Towards Lakosian Multilingual Software Design Principles
Pith reviewed 2026-05-25 19:54 UTC · model grok-4.3
The pith
Lakosian physical design rules are extended to multilingual software using pybind11.
A machine-rendered reading of the paper's core claim, the machinery that carries it, and where it could break.
Core claim
An extension to the Lakosian C++ design rules is proposed for multilingual software using pybind11, with compliance measured on 50 repositories using the MLSA toolkit, leading to a generalization for any FFI.
What carries the argument
The proposed extensions to Lakosian physical design rules for the pybind11 foreign function interface, which address the opacity that blocks common analysis tools.
If this is right
- Physical design principles can apply to cross-language boundaries in FFI-based systems.
- Automated measurement of compliance becomes possible for multilingual code.
- General rules can be developed that apply beyond pybind11 to other FFIs.
- Debugging and security analysis tools can operate more effectively on multilingual software.
Where Pith is reading between the lines
- Similar extensions might improve design practices for other combinations of languages and interfaces.
- Adopting these rules could influence how large systems are structured to minimize cross-language dependencies.
- The measurement on GitHub repos provides a baseline for tracking improvements in multilingual design over time.
Load-bearing premise
That the Lakosian physical design methodology can be extended to pybind11 while preserving its benefits and that the sample of 50 repositories indicates typical practice.
What would settle it
Finding that the proposed rules do not reduce the opacity of pybind11 calls or that a different sample of repositories shows very different compliance rates.
Figures
read the original abstract
Large software systems often comprise programs written in different programming languages. In the case when cross-language interoperability is accomplished with a Foreign Function Interface (FFI), for example pybind11, Boost.Python, Emscripten, PyV8, or JNI, among many others, common software engineering tools, such as call-graph analysis, are obstructed by the opacity of the FFI. This complicates debugging and fosters potential inefficiency and security problems. One contributing issue is that there is little rigorous software design advice for multilingual software. In this paper, we present our progress towards a more rigorous design approach to multilingual software. The approach is based on the existing approach to the design of large-scale C++ systems developed by Lakos. The Lakosian approach is one of the few design methodologies to address physical design rather than just logical design. Using the MLSA toolkit developed in prior work for analysis of multilingual software, we focus in on one FFI -- the pybind11 FFI. An extension to the Lakosian C++ design rules is proposed to address multilingual software that uses pybind11. Using a sample of 50 public GitHub repositories that use pybind11, we measure how many repositories would currently satisfy these rules. We conclude with a proposed generalization of the pybind11-based rules for any multilingual software using an FFI interface.
Editorial analysis
A structured set of objections, weighed in public.
Referee Report
Summary. The paper proposes an extension of Lakosian physical-design rules (component dependencies, acyclic dependencies) to multilingual C++/Python systems that use the pybind11 FFI, presents explicit new rules for the FFI boundary, and reports a compliance measurement performed with the MLSA toolkit on a sample of 50 public GitHub repositories that employ pybind11. It concludes by sketching a generalization to arbitrary FFIs.
Significance. If the proposed rules can be shown to retain the claimed Lakosian benefits (reduced cross-language opacity, lower debugging and security costs) while remaining practical, the work would supply one of the first rigorous physical-design guidelines for multilingual code.
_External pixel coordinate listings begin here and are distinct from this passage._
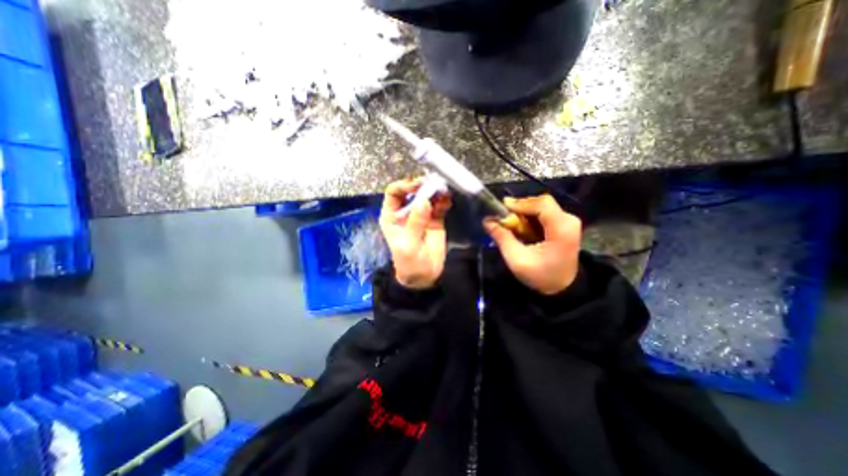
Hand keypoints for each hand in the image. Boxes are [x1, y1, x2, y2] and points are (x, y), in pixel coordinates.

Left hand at [382, 178, 453, 289]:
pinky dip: (444, 200)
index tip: (418, 186)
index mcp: (392, 215)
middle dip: (423, 186)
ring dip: (435, 191)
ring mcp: (421, 214)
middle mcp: (406, 211)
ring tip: (444, 190)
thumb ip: (415, 223)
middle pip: (412, 191)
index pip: (394, 192)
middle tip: (435, 184)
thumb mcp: (408, 245)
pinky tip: (447, 200)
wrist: (424, 275)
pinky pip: (440, 205)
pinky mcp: (435, 218)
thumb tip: (424, 202)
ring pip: (427, 195)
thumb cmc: (409, 263)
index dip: (404, 186)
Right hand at [484, 193, 583, 293]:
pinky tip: (521, 226)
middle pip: (543, 202)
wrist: (562, 288)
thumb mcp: (517, 260)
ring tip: (511, 222)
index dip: (521, 203)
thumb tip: (487, 221)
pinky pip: (545, 213)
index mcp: (562, 229)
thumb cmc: (541, 276)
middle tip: (504, 216)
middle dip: (521, 207)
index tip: (503, 208)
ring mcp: (568, 222)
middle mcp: (569, 221)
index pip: (542, 204)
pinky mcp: (564, 225)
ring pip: (543, 206)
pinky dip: (530, 217)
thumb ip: (502, 238)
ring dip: (524, 212)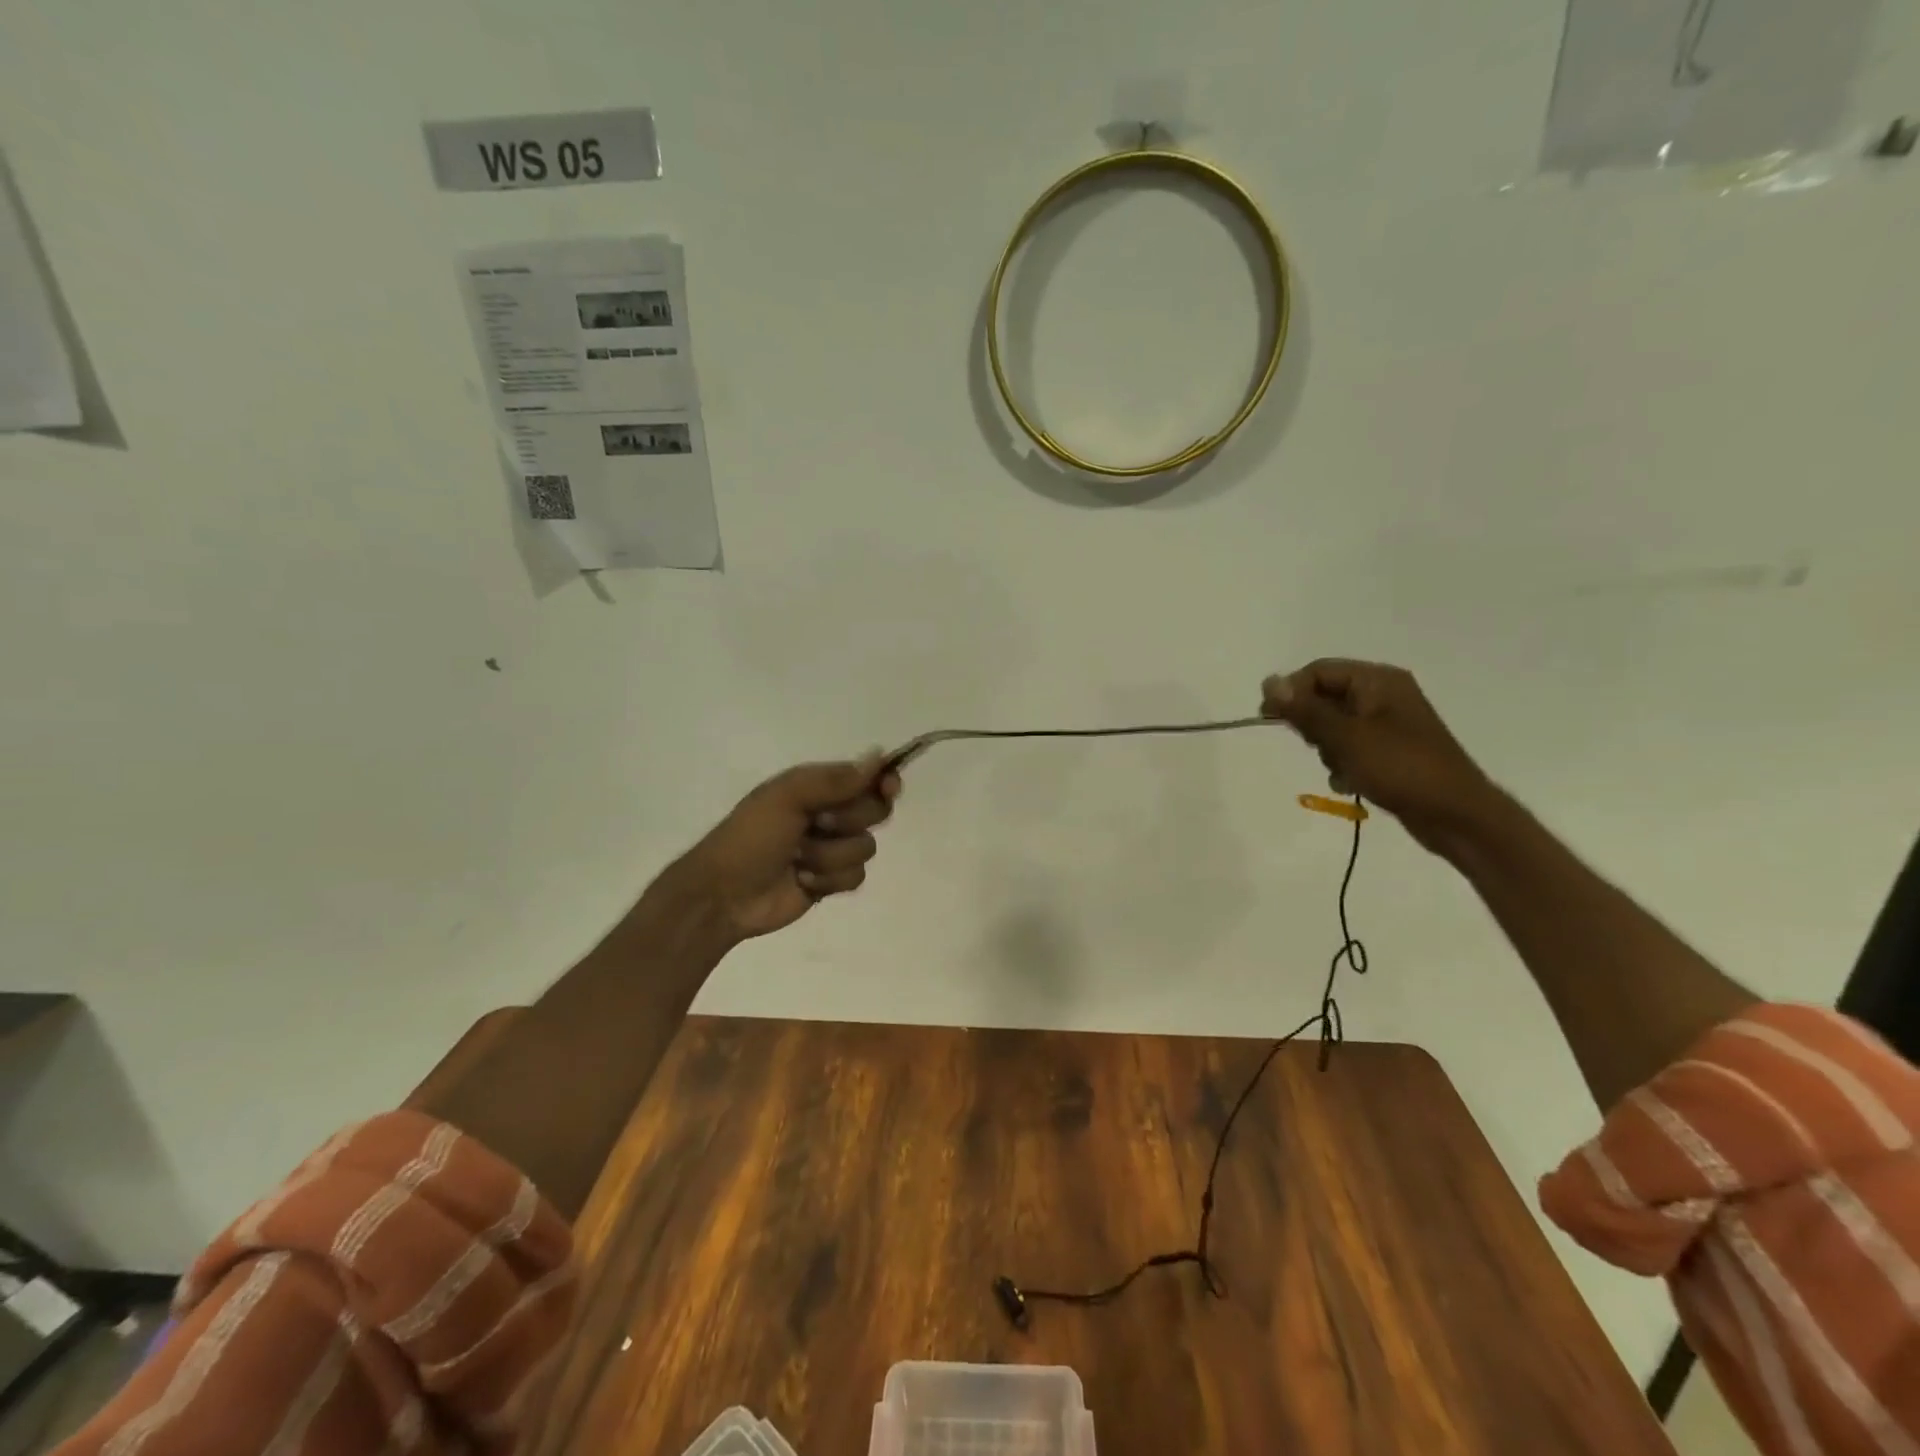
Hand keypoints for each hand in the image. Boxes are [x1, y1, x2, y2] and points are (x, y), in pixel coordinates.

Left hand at [674, 753, 901, 942]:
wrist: (725, 894)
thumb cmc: (751, 836)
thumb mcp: (788, 797)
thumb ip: (835, 779)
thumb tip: (879, 756)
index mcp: (818, 787)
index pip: (867, 777)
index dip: (883, 782)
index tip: (888, 788)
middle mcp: (831, 813)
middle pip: (875, 811)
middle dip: (849, 821)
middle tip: (818, 824)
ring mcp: (832, 849)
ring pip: (866, 848)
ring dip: (830, 856)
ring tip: (798, 859)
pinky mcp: (832, 881)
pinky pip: (856, 877)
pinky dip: (829, 880)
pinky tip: (802, 881)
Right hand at [1261, 659, 1492, 853]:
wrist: (1455, 815)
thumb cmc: (1400, 768)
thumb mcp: (1345, 737)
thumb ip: (1305, 709)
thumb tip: (1269, 681)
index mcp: (1378, 680)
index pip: (1318, 672)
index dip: (1291, 692)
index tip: (1270, 719)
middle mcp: (1384, 694)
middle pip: (1325, 696)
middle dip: (1312, 724)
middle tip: (1316, 747)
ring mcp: (1388, 723)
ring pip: (1334, 724)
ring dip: (1326, 747)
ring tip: (1339, 768)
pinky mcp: (1390, 749)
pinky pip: (1351, 746)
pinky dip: (1342, 762)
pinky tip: (1347, 781)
The use of an existing analysis toolkit and a concrete measurement step on real repositories are positive steps toward falsifiable claims.
major comments (3)
- [abstract / evaluation section] The evaluation only counts how many of the 50 repositories satisfy the new pybind11 rules; it supplies no measurement (e.g., call-graph opacity, cross-language defect density, or maintainability proxies) comparing compliant versus non-compliant repositories. This leaves the central claim—that the extension preserves Lakosian benefits—untested (see abstract and the measurement paragraph).
- [evaluation section] The sample of 50 repositories is described only as “public GitHub repositories that use pybind11”; no selection criteria, stratification by project size or domain, or justification of representativeness is given, so the compliance percentages cannot be interpreted as an indication of current practice.
- [rule-proposal and measurement paragraphs] The manuscript states that explicit rules are proposed and that MLSA was used to check them, yet neither the rule statements themselves nor any implementation or error-analysis details appear in the provided text; without these the measurement step cannot be reproduced or assessed for soundness.
minor comments (1)
- [conclusion] The abstract claims a “proposed generalization” but the text does not indicate whether this generalization is stated formally or remains informal.
Simulated Author's Rebuttal
We thank the referee for the constructive feedback. We address each major comment below, clarifying the paper's scope as an initial step toward Lakosian multilingual design and indicating revisions to improve clarity, reproducibility, and acknowledgment of limitations.
read point-by-point responses
-
Referee: [abstract / evaluation section] The evaluation only counts how many of the 50 repositories satisfy the new pybind11 rules; it supplies no measurement (e.g., call-graph opacity, cross-language defect density, or maintainability proxies) comparing compliant versus non-compliant repositories. This leaves the central claim—that the extension preserves Lakosian benefits—untested (see abstract and the measurement paragraph).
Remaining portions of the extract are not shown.